Avec un haussement de sourcil intéressé, l'aristocrate blonde termina sa tasse de thé et reposa le récipient ainsi que la soucoupe sur la table basse. Ses yeux étaient rivés sur le domestique, qui ne bronchait pas, gardant toujours sa tasse de porcelaine en main.
« Ai-je l'honneur, souffla-t-elle en insistant bien sur le terme « honneur », de faire partie des rares personnes intéressantes de cette maison, pour vous ?
— Certainement, madame, répondit le valet sans la moindre hésitation.
— Diable ! ricana Dame Crawford. Howard, ce n'est pas de la flatterie, au moins ?
— Je ne flatte pas, madame. Ni vous ni personne ; quel en est l'intérêt ? Si on me le demandait... me l'ordonnait, je le ferais. Dans le cas contraire, aucun besoin de me répandre en ridicules compliments que je ne pense peut-être pas. »
En dépit de la situation difficile dans laquelle se trouvait son plus estimé employé, elle se surprit à sourire, d'un amusement sincère, et peut-être d'une certaine affection. Elle l'aimait bien, ce jeune homme, bien plus que son époux, cela allait sans dire. Et elle ressentait un attachement tout particulier pour lui, comme s'il y avait une complicité, une connivence entre eux.
Ils se ressemblaient, à la vérité. Leur conception des choses ne différait pas beaucoup, ils partageaient une opinion similaire sur leur entourage... Un genre de cynisme teinté d'une étincelle d'autre chose d'impossible à identifier. Doris soupira de nouveau, et quitta son fauteuil pour se rendre à la fenêtre, profitant ainsi de la vue imprenable sur les somptueux jardins du manoir, qui s'étendaient sous ses yeux. Elle songea pour la première fois que ce paysage ferait une toile remarquable ; peut-être engagerait-elle un peintre, à l'occasion...
« Je vous en prie, approchez », murmura-t-elle à l'adresse du valet, dont elle sentait le regard appuyé dans son dos.

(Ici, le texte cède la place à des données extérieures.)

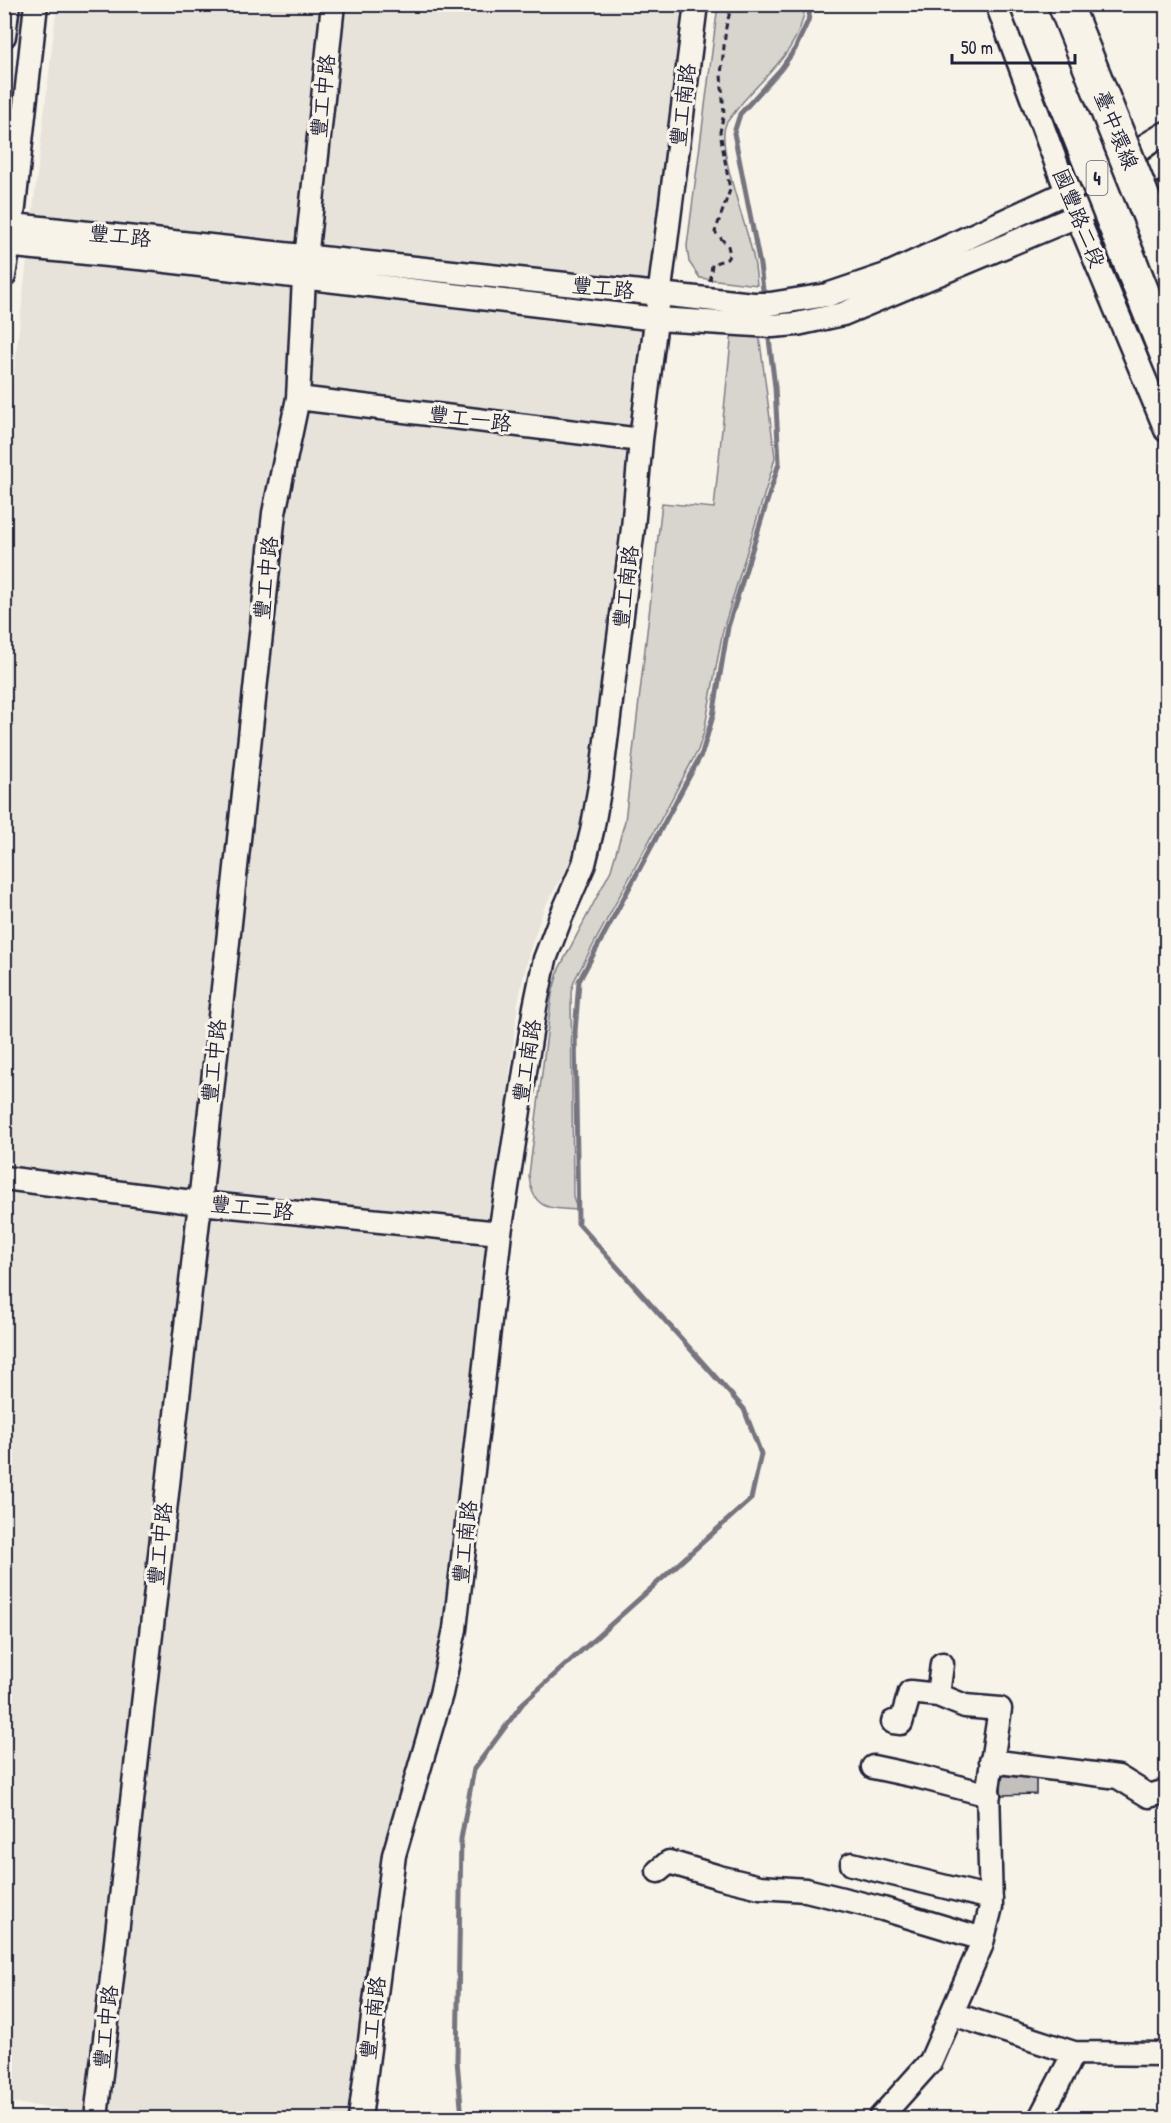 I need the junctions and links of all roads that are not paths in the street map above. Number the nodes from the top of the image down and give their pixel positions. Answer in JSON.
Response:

Il s'exécuta en silence, marchant aussi discrètement qu'à l'accoutumée, et vint s'installer à sa droite, contemplant également les étendues verdoyantes qui s'offraient à ses yeux à travers la fenêtre. Un frisson lui parcourut le dos lorsqu'il sentit le souffle chaud de Doris près de son visage, tout près de son oreille.
« Voudriez-vous savoir si je suis une femme si intéressante que vous le pensez ? »
Elle fit courir ses doigts fins dans ses cheveux courts, lui arrachant un nouveau frisson.
« Je ne me le permettrais pas, répliqua-t-il, plus froidement qu'escompté. C'est absolument contraire au règlement, à...
— Balivernes que le règlement. Vous comprenez bien ma situation, n'est-ce pas ? Impossible pour vous de l'ignorer, je m'en plains constamment ; ce mari rustre, indélicat... Voilà des années que je n'ai pas parlé à un homme comme je le fais avec vous, à présent.
— Madame Crawford, écoutez... (Il s'interrompit un instant lorsqu'elle déposa un baiser dans son cou.) Madame, s'il vous plaît...
— Pourquoi s'embarrasser d'un « madame », alors que ce mot n'est là que sur le papier ? Il ne signifie rien du tout ! Je ne porte même pas cette stupide bague de mariage... Appelez-moi Doris, voulez-vous ? »
Elle le regarda dans les yeux, et lui sourit. Howard se maudit de s'être trouvé dans une situation aussi délicate. Mais plus que cela, il se maudit d'aimer, en cet instant, Doris Crawford.